How to complete this task: Reproduce the entries that follow verbatim, down to the final line.
--------
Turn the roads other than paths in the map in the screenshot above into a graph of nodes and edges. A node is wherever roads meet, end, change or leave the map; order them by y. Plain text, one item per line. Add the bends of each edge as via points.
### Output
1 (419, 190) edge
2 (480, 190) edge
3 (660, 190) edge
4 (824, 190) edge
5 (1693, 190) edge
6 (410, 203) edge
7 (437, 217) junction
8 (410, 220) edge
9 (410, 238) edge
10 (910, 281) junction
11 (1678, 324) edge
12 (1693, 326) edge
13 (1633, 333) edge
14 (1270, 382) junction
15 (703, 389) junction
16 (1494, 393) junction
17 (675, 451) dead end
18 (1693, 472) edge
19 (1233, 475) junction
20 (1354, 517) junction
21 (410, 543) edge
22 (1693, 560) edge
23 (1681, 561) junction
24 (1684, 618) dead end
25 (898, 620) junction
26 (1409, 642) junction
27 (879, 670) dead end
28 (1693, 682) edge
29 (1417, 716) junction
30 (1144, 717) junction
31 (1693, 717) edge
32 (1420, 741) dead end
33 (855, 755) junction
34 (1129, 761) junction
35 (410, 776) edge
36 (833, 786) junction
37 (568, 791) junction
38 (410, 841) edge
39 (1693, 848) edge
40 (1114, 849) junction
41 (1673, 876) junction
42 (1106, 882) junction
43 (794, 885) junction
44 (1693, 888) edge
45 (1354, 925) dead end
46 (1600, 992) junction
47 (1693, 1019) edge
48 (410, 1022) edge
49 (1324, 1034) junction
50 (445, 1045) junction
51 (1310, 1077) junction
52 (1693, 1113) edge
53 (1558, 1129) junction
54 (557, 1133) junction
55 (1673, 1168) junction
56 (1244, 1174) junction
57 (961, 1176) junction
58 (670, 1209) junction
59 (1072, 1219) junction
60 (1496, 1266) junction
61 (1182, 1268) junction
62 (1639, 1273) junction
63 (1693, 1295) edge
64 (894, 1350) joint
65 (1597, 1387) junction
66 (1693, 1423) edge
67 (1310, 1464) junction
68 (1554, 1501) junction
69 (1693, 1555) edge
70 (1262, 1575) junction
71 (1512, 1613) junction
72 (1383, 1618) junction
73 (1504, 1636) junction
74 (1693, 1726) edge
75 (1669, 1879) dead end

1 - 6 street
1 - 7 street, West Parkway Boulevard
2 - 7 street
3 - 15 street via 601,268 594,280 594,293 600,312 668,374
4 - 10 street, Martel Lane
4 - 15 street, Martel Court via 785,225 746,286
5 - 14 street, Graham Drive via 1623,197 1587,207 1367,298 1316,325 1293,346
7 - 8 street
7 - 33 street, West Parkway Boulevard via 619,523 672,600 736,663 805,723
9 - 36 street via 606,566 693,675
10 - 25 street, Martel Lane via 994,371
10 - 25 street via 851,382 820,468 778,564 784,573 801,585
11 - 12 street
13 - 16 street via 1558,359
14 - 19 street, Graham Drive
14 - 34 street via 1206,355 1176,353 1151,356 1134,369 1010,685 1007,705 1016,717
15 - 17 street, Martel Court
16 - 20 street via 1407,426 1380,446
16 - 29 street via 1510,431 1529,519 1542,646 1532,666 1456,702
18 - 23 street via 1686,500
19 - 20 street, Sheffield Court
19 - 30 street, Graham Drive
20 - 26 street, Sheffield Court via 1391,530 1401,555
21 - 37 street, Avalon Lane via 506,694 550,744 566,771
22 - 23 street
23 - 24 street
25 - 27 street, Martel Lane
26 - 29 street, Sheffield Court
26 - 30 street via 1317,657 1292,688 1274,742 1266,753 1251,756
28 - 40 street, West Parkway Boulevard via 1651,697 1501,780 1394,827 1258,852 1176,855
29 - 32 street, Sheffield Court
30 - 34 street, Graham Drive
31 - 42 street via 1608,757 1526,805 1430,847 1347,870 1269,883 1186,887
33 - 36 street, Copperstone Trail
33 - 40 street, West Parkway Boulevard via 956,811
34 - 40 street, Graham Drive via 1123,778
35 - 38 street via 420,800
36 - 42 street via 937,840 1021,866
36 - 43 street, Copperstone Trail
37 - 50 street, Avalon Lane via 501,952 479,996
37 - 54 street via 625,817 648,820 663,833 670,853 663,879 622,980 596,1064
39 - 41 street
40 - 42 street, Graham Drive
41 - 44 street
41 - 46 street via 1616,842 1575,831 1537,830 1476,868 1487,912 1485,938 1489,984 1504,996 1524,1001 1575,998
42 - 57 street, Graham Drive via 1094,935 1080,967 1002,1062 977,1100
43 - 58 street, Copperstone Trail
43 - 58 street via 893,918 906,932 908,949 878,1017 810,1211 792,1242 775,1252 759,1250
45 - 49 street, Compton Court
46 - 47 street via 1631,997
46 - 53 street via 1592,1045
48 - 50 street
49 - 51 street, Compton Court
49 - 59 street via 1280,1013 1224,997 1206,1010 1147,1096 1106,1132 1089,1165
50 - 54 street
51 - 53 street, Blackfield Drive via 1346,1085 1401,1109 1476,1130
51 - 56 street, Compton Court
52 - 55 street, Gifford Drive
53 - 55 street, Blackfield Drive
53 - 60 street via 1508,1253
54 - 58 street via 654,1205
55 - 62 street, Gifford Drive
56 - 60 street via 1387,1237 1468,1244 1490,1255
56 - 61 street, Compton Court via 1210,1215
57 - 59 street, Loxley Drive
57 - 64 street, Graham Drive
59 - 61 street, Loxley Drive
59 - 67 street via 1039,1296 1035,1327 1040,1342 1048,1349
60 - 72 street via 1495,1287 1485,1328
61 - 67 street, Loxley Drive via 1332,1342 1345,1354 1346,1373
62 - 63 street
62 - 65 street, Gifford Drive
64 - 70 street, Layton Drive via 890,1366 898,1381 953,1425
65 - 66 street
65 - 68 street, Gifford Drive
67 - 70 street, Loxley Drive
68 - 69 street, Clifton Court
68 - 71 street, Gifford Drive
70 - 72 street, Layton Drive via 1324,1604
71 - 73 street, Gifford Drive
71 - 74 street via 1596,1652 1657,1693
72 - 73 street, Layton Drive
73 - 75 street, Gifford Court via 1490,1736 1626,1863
--------
Result:
Turn the roads other than paths in the map in the screenshot above into a graph of nodes and edges. A node is wherever roads meet, end, change or leave the map; order them by y. Plain text, one item per line. Add the bends of each edge as via points.
### Output
1 (419, 190) edge
2 (480, 190) edge
3 (660, 190) edge
4 (824, 190) edge
5 (1693, 190) edge
6 (410, 203) edge
7 (437, 217) junction
8 (410, 220) edge
9 (410, 238) edge
10 (910, 281) junction
11 (1678, 324) edge
12 (1693, 326) edge
13 (1633, 333) edge
14 (1270, 382) junction
15 (703, 389) junction
16 (1494, 393) junction
17 (675, 451) dead end
18 (1693, 472) edge
19 (1233, 475) junction
20 (1354, 517) junction
21 (410, 543) edge
22 (1693, 560) edge
23 (1681, 561) junction
24 (1684, 618) dead end
25 (898, 620) junction
26 (1409, 642) junction
27 (879, 670) dead end
28 (1693, 682) edge
29 (1417, 716) junction
30 (1144, 717) junction
31 (1693, 717) edge
32 (1420, 741) dead end
33 (855, 755) junction
34 (1129, 761) junction
35 (410, 776) edge
36 (833, 786) junction
37 (568, 791) junction
38 (410, 841) edge
39 (1693, 848) edge
40 (1114, 849) junction
41 (1673, 876) junction
42 (1106, 882) junction
43 (794, 885) junction
44 (1693, 888) edge
45 (1354, 925) dead end
46 (1600, 992) junction
47 (1693, 1019) edge
48 (410, 1022) edge
49 (1324, 1034) junction
50 (445, 1045) junction
51 (1310, 1077) junction
52 (1693, 1113) edge
53 (1558, 1129) junction
54 (557, 1133) junction
55 (1673, 1168) junction
56 (1244, 1174) junction
57 (961, 1176) junction
58 (670, 1209) junction
59 (1072, 1219) junction
60 (1496, 1266) junction
61 (1182, 1268) junction
62 (1639, 1273) junction
63 (1693, 1295) edge
64 (894, 1350) joint
65 (1597, 1387) junction
66 (1693, 1423) edge
67 (1310, 1464) junction
68 (1554, 1501) junction
69 (1693, 1555) edge
70 (1262, 1575) junction
71 (1512, 1613) junction
72 (1383, 1618) junction
73 (1504, 1636) junction
74 (1693, 1726) edge
75 (1669, 1879) dead end

1 - 6 street
1 - 7 street, West Parkway Boulevard
2 - 7 street
3 - 15 street via 601,268 594,280 594,293 600,312 668,374
4 - 10 street, Martel Lane
4 - 15 street, Martel Court via 785,225 746,286
5 - 14 street, Graham Drive via 1623,197 1587,207 1367,298 1316,325 1293,346
7 - 8 street
7 - 33 street, West Parkway Boulevard via 619,523 672,600 736,663 805,723
9 - 36 street via 606,566 693,675
10 - 25 street, Martel Lane via 994,371
10 - 25 street via 851,382 820,468 778,564 784,573 801,585
11 - 12 street
13 - 16 street via 1558,359
14 - 19 street, Graham Drive
14 - 34 street via 1206,355 1176,353 1151,356 1134,369 1010,685 1007,705 1016,717
15 - 17 street, Martel Court
16 - 20 street via 1407,426 1380,446
16 - 29 street via 1510,431 1529,519 1542,646 1532,666 1456,702
18 - 23 street via 1686,500
19 - 20 street, Sheffield Court
19 - 30 street, Graham Drive
20 - 26 street, Sheffield Court via 1391,530 1401,555
21 - 37 street, Avalon Lane via 506,694 550,744 566,771
22 - 23 street
23 - 24 street
25 - 27 street, Martel Lane
26 - 29 street, Sheffield Court
26 - 30 street via 1317,657 1292,688 1274,742 1266,753 1251,756
28 - 40 street, West Parkway Boulevard via 1651,697 1501,780 1394,827 1258,852 1176,855
29 - 32 street, Sheffield Court
30 - 34 street, Graham Drive
31 - 42 street via 1608,757 1526,805 1430,847 1347,870 1269,883 1186,887
33 - 36 street, Copperstone Trail
33 - 40 street, West Parkway Boulevard via 956,811
34 - 40 street, Graham Drive via 1123,778
35 - 38 street via 420,800
36 - 42 street via 937,840 1021,866
36 - 43 street, Copperstone Trail
37 - 50 street, Avalon Lane via 501,952 479,996
37 - 54 street via 625,817 648,820 663,833 670,853 663,879 622,980 596,1064
39 - 41 street
40 - 42 street, Graham Drive
41 - 44 street
41 - 46 street via 1616,842 1575,831 1537,830 1476,868 1487,912 1485,938 1489,984 1504,996 1524,1001 1575,998
42 - 57 street, Graham Drive via 1094,935 1080,967 1002,1062 977,1100
43 - 58 street, Copperstone Trail
43 - 58 street via 893,918 906,932 908,949 878,1017 810,1211 792,1242 775,1252 759,1250
45 - 49 street, Compton Court
46 - 47 street via 1631,997
46 - 53 street via 1592,1045
48 - 50 street
49 - 51 street, Compton Court
49 - 59 street via 1280,1013 1224,997 1206,1010 1147,1096 1106,1132 1089,1165
50 - 54 street
51 - 53 street, Blackfield Drive via 1346,1085 1401,1109 1476,1130
51 - 56 street, Compton Court
52 - 55 street, Gifford Drive
53 - 55 street, Blackfield Drive
53 - 60 street via 1508,1253
54 - 58 street via 654,1205
55 - 62 street, Gifford Drive
56 - 60 street via 1387,1237 1468,1244 1490,1255
56 - 61 street, Compton Court via 1210,1215
57 - 59 street, Loxley Drive
57 - 64 street, Graham Drive
59 - 61 street, Loxley Drive
59 - 67 street via 1039,1296 1035,1327 1040,1342 1048,1349
60 - 72 street via 1495,1287 1485,1328
61 - 67 street, Loxley Drive via 1332,1342 1345,1354 1346,1373
62 - 63 street
62 - 65 street, Gifford Drive
64 - 70 street, Layton Drive via 890,1366 898,1381 953,1425
65 - 66 street
65 - 68 street, Gifford Drive
67 - 70 street, Loxley Drive
68 - 69 street, Clifton Court
68 - 71 street, Gifford Drive
70 - 72 street, Layton Drive via 1324,1604
71 - 73 street, Gifford Drive
71 - 74 street via 1596,1652 1657,1693
72 - 73 street, Layton Drive
73 - 75 street, Gifford Court via 1490,1736 1626,1863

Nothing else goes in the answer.